Not only is Microsoft offsetting its emissions, explained Stuart, but they’ve gone a step further in removing all carbon emissions that the company has either emitted directly or by electrical consumption, since it was founded in 1975.
“It makes a huge statement and to some degree, it’s why this credit has got so much traction.”
“There’s massive demand globally. Every big business in the world is trying to buy carbon credits somewhere.”
It’s estimated that the adoption of carbon-friendly practices, in the farming and grazing context alone, could potentially sequester between 125 Mt and 374 Mt of CO2e per year, representing between 23% and 70% of Australia’s current total annual national greenhouse gas emissions.
“So in terms of opportunity for landholders in Australia – it’s enormous. It means committing to more ecologically friendly farming methods. We see it as a co-benefit of our beef production system, we’re effectively producing another commodity that’s tradeable globally now.”
An example of ‘induced meandering’ along a creek way at Wilmot farm where vegetation grows from the banks inward on a waterway to slow the water down and thereby creates a vegetative habitat for plants, insects and animals.
AgriFutures Australia is seeking to invest in projects that deliver new and innovative approaches to carbon storage and reduced GHGE, with high potential to provide practical benefits to primary producers, across the six identified work areas.
Project proposals will be considered by an expert panel comprising representatives from industry, government, RDCs, and AgriFutures Australia, with up to $2 million available for research activities.

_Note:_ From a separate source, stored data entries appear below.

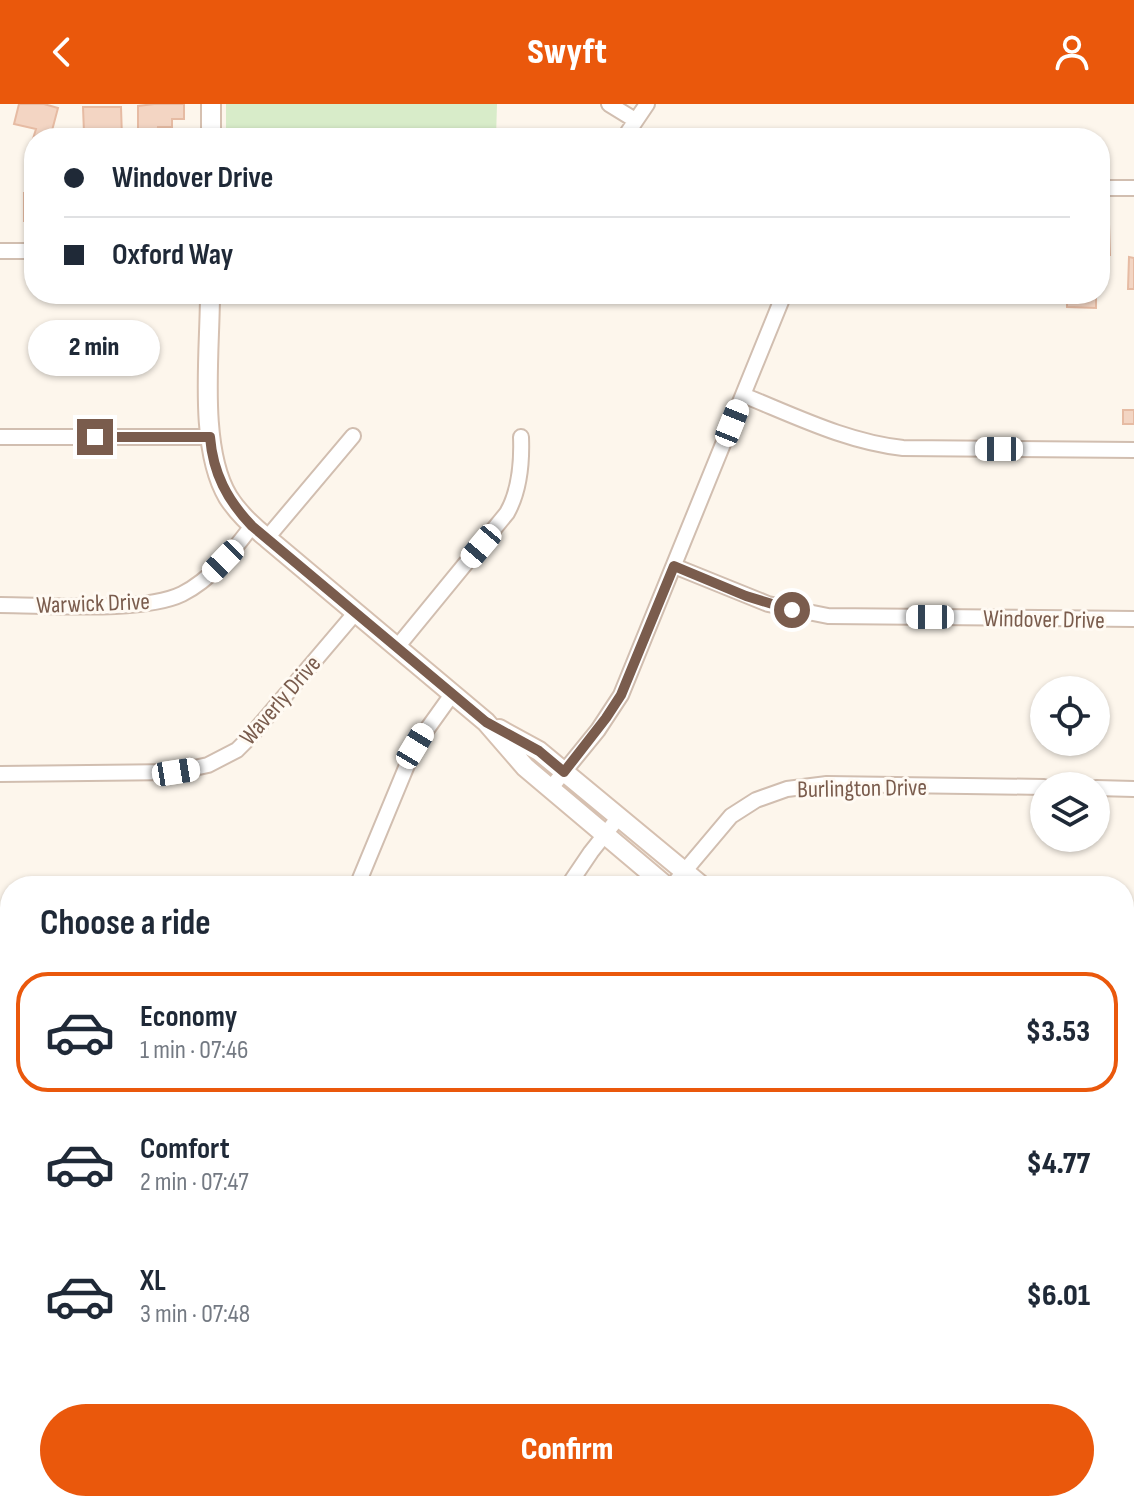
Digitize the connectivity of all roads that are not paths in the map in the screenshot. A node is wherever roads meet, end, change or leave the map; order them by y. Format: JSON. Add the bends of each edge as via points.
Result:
{"nodes":[{"id":1,"x":211,"y":104,"type":"edge"},
{"id":2,"x":609,"y":104,"type":"edge"},
{"id":3,"x":647,"y":104,"type":"edge"},
{"id":4,"x":635,"y":120,"type":"junction"},
{"id":5,"x":211,"y":128,"type":"edge"},
{"id":6,"x":630,"y":128,"type":"edge"},
{"id":7,"x":1110,"y":188,"type":"edge"},
{"id":8,"x":1134,"y":188,"type":"edge"},
{"id":9,"x":0,"y":251,"type":"edge"},
{"id":10,"x":24,"y":251,"type":"edge"},
{"id":11,"x":210,"y":304,"type":"edge"},
{"id":12,"x":780,"y":304,"type":"edge"},
{"id":13,"x":743,"y":395,"type":"junction"},
{"id":14,"x":353,"y":436,"type":"dead end"},
{"id":15,"x":0,"y":437,"type":"edge"},
{"id":16,"x":210,"y":437,"type":"junction"},
{"id":17,"x":521,"y":437,"type":"dead end"},
{"id":18,"x":1134,"y":450,"type":"edge"},
{"id":19,"x":259,"y":532,"type":"junction"},
{"id":20,"x":674,"y":566,"type":"junction"},
{"id":21,"x":0,"y":605,"type":"edge"},
{"id":22,"x":356,"y":612,"type":"junction"},
{"id":23,"x":1134,"y":619,"type":"edge"},
{"id":24,"x":398,"y":646,"type":"junction"},
{"id":25,"x":453,"y":693,"type":"junction"},
{"id":26,"x":486,"y":722,"type":"junction"},
{"id":27,"x":564,"y":772,"type":"junction"},
{"id":28,"x":0,"y":774,"type":"edge"},
{"id":29,"x":1030,"y":787,"type":"edge"},
{"id":30,"x":1110,"y":788,"type":"edge"},
{"id":31,"x":550,"y":789,"type":"junction"},
{"id":32,"x":1134,"y":789,"type":"edge"},
{"id":33,"x":618,"y":818,"type":"junction"},
{"id":34,"x":603,"y":836,"type":"junction"},
{"id":35,"x":684,"y":871,"type":"junction"},
{"id":36,"x":361,"y":876,"type":"edge"},
{"id":37,"x":575,"y":876,"type":"edge"},
{"id":38,"x":656,"y":876,"type":"edge"},
{"id":39,"x":679,"y":876,"type":"edge"},
{"id":40,"x":690,"y":876,"type":"edge"}],
"edges":[{"from":1,"to":5,"type":"street"},
{"from":2,"to":4,"type":"street"},
{"from":3,"to":4,"type":"street"},
{"from":4,"to":6,"type":"street"},
{"from":7,"to":8,"type":"street"},
{"from":9,"to":10,"type":"street"},
{"from":11,"to":16,"type":"street"},
{"from":12,"to":13,"type":"street"},
{"from":13,"to":18,"type":"street","via":[[877,445]]},
{"from":13,"to":20,"type":"street"},
{"from":14,"to":19,"type":"street","name":"Warwick Drive"},
{"from":15,"to":16,"type":"street"},
{"from":16,"to":19,"type":"street","via":[[220,482]]},
{"from":17,"to":24,"type":"street","via":[[521,462],[507,513]]},
{"from":19,"to":21,"type":"street","name":"Warwick Drive","via":[[211,574],[169,600]]},
{"from":19,"to":22,"type":"street"},
{"from":20,"to":23,"type":"street","name":"Windover Drive","via":[[768,604],[828,616]]},
{"from":20,"to":27,"type":"street","via":[[621,695]]},
{"from":22,"to":24,"type":"street"},
{"from":22,"to":28,"type":"street","name":"Waverly Drive","via":[[249,738],[208,765],[158,774]]},
{"from":24,"to":25,"type":"street"},
{"from":25,"to":26,"type":"street"},
{"from":25,"to":36,"type":"street","via":[[411,753]]},
{"from":26,"to":27,"type":"street","via":[[539,751]]},
{"from":26,"to":31,"type":"street"},
{"from":27,"to":31,"type":"street"},
{"from":27,"to":33,"type":"street"},
{"from":29,"to":35,"type":"street","name":"Burlington Drive","via":[[827,784],[787,789],[731,816]]},
{"from":30,"to":32,"type":"street"},
{"from":31,"to":34,"type":"street"},
{"from":33,"to":34,"type":"street"},
{"from":33,"to":35,"type":"street"},
{"from":34,"to":37,"type":"street"},
{"from":34,"to":38,"type":"street"},
{"from":35,"to":39,"type":"street","name":"Burlington Drive"},
{"from":35,"to":40,"type":"street"}]}
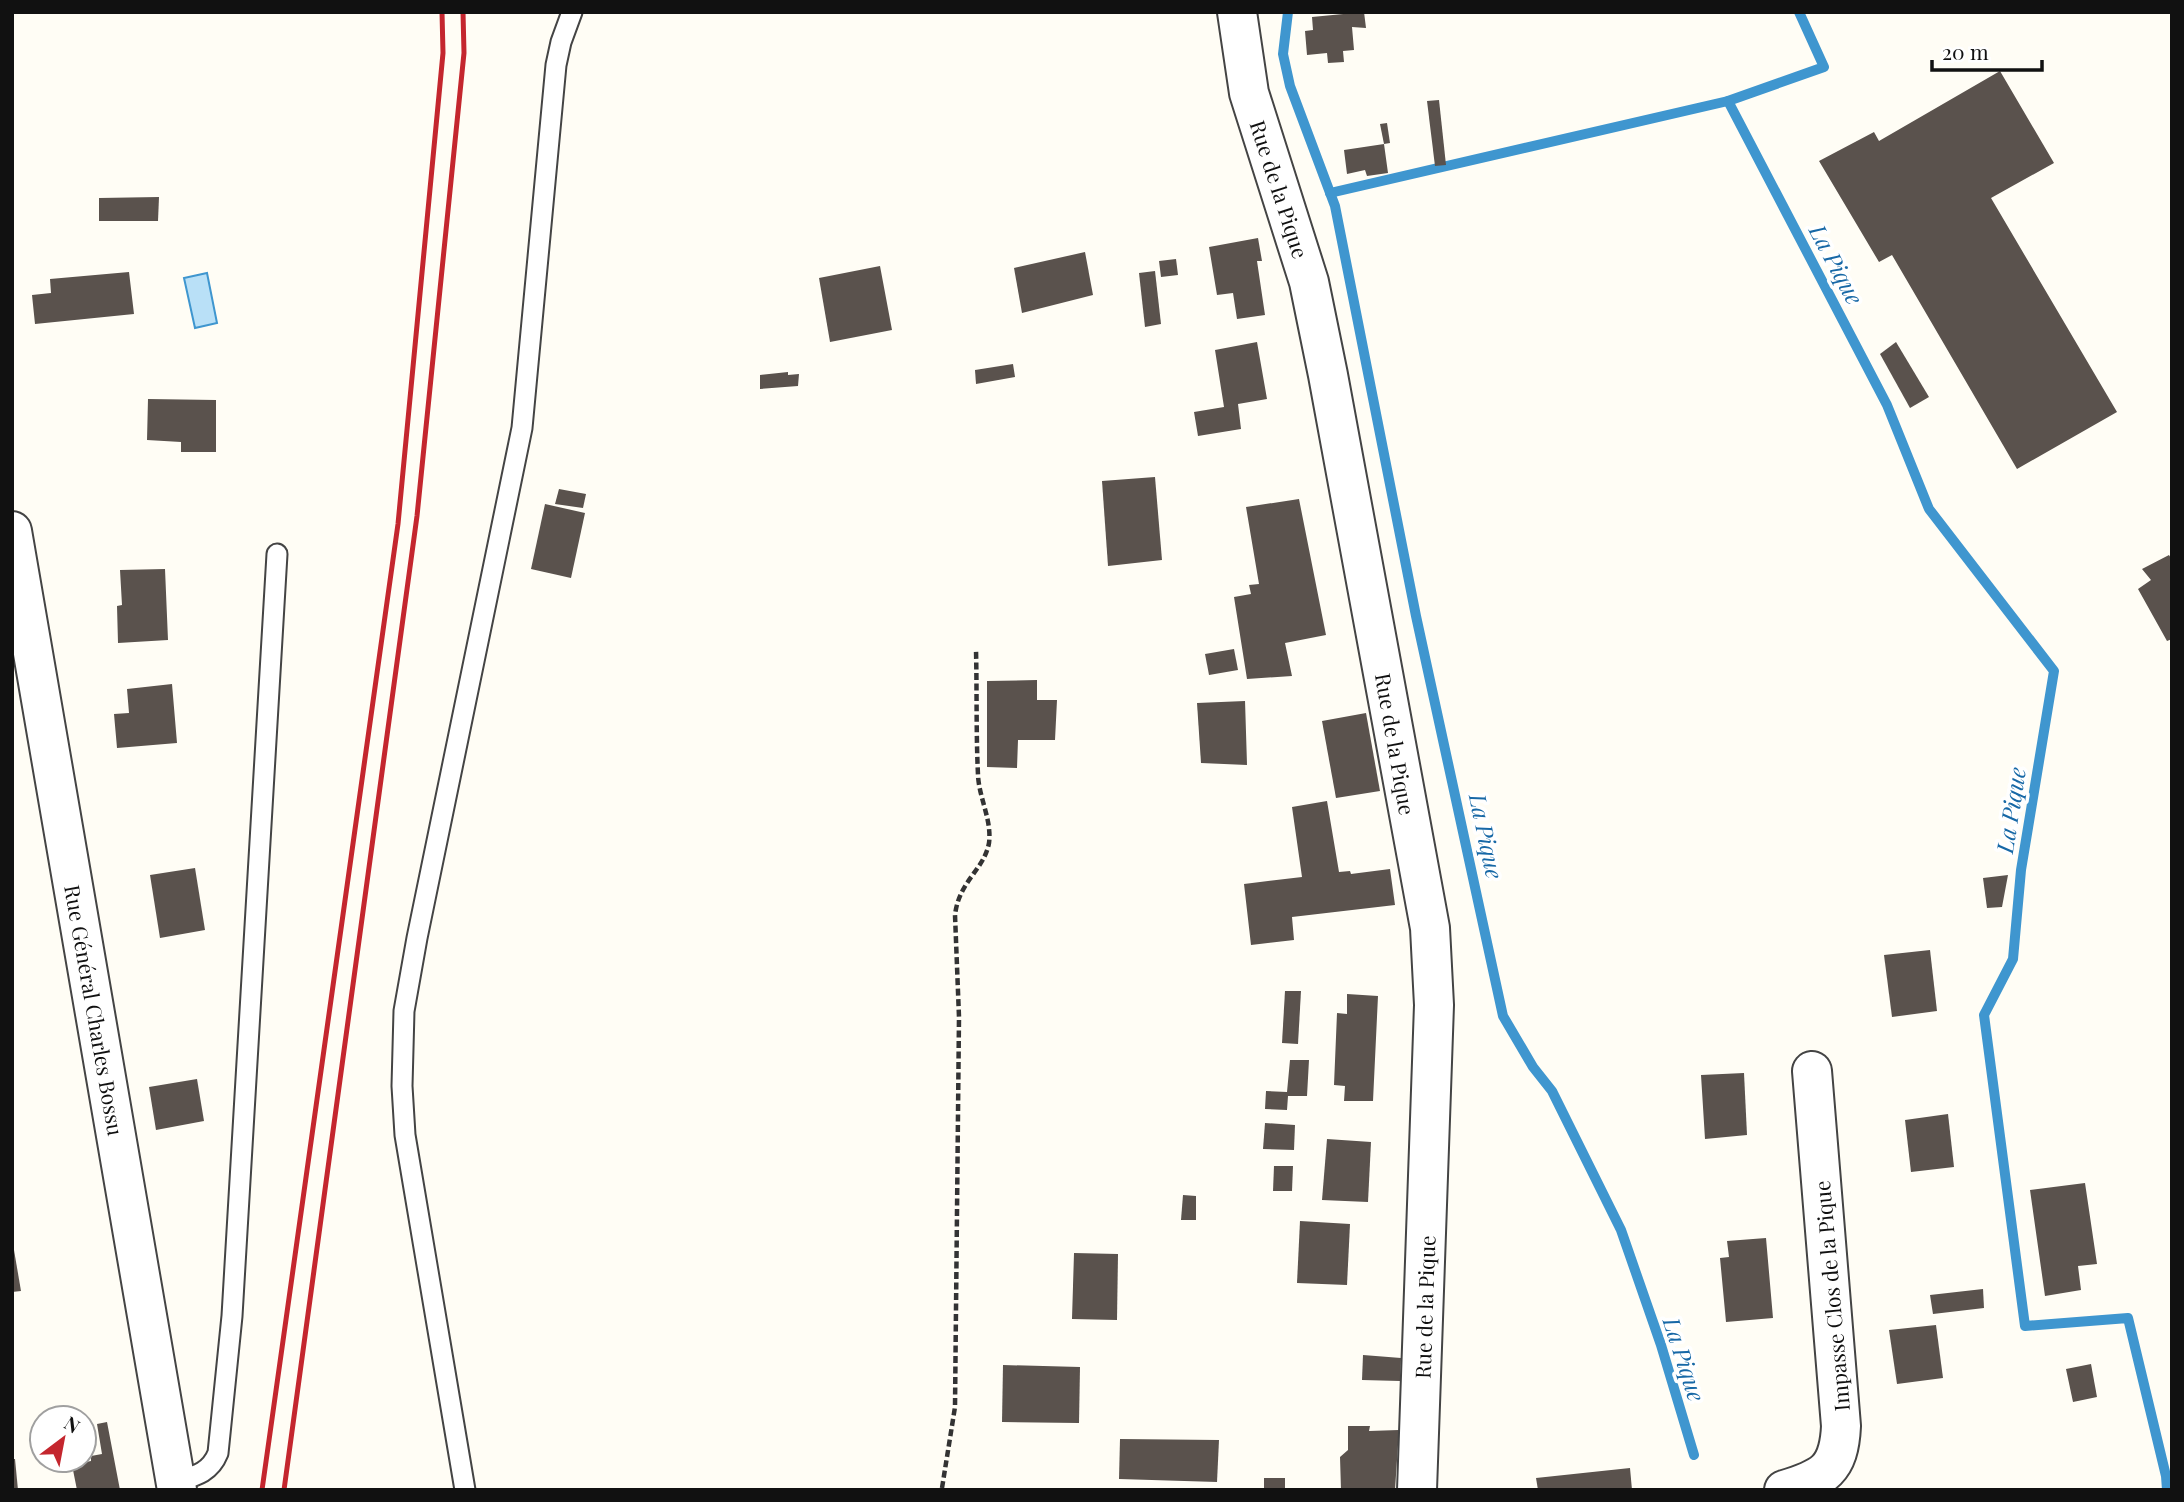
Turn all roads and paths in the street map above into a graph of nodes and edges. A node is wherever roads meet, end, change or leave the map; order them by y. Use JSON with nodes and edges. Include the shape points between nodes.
{"nodes":[{"id":1,"x":572,"y":12,"type":"edge"},
{"id":2,"x":1237,"y":12,"type":"edge"},
{"id":3,"x":12,"y":531,"type":"edge"},
{"id":4,"x":277,"y":554,"type":"dead end"},
{"id":5,"x":976,"y":650,"type":"dead end"},
{"id":6,"x":1812,"y":1071,"type":"dead end"},
{"id":7,"x":176,"y":1486,"type":"edge"},
{"id":8,"x":942,"y":1488,"type":"edge"},
{"id":9,"x":465,"y":1490,"type":"edge"},
{"id":10,"x":1417,"y":1490,"type":"edge"},
{"id":11,"x":1784,"y":1490,"type":"edge"}],
"edges":[{"from":1,"to":9,"type":"lane","via":[[556,65],[523,428],[404,1011],[405,1135]]},
{"from":2,"to":10,"type":"street","name":"Rue de la Pique","via":[[1250,93],[1309,282],[1430,928],[1434,1004]]},
{"from":3,"to":7,"type":"street","name":"Rue Général Charles Bossu"},
{"from":4,"to":7,"type":"lane","via":[[232,1316],[218,1453],[209,1468]]},
{"from":5,"to":8,"type":"path","via":[[978,777],[990,831],[983,860],[962,887],[955,915],[959,1017],[955,1407]]},
{"from":6,"to":11,"type":"street","name":"Impasse Clos de la Pique","via":[[1840,1448],[1829,1468],[1815,1480]]}]}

The AgriFutures Rural Futures Program Carbon Initiatives open call closes Tuesday, 30 March 2021 at 5pm (AEDT).
Carbon market barriers to entry – what needs to change
Wilmot Cattle Co’s private market transaction has enabled the company to be paid for the soil carbon already sequestered, between 2017-2020. However, the Federal Government’s Climate Solutions Fund, would not count these soil carbon credits toward Australia’s Paris Agreement commitments because they’re being sold in the US as part of a private bilateral deal, which uses a different methodology than Australia.
“Australia is a hugely regulated market,” added Stuart but he’s pleased by the emphasis that the Australian Government has put on refining its soil organic carbon methodology as part of its suite of Emissions Reduction Fund methodologies.
Stuart believes the three main barriers to entry include:
- The administrative burden
- Cost of baselining
- Participation rules, like ‘practice change’ and ‘carbon credit conditionality’
“In order to participate, you must commit to a land management strategy that includes some form of practice change, associated with management prior to management after,” Stuart explained. This means farmers must commit to doing that for the next 10 years, he said having never done it before. “And that’s often associated with an annual cost and it’s basically too much risk.”
The Wilmot team is currently working with the Government’s Clean Energy Regulator to help develop the regulated market for soil carbon credits in Australia.
“We’ve tried to ensure that there’s just as much rigor or enough rigor around this Regen Network deal, that it’s valid and we’re confident that it is.”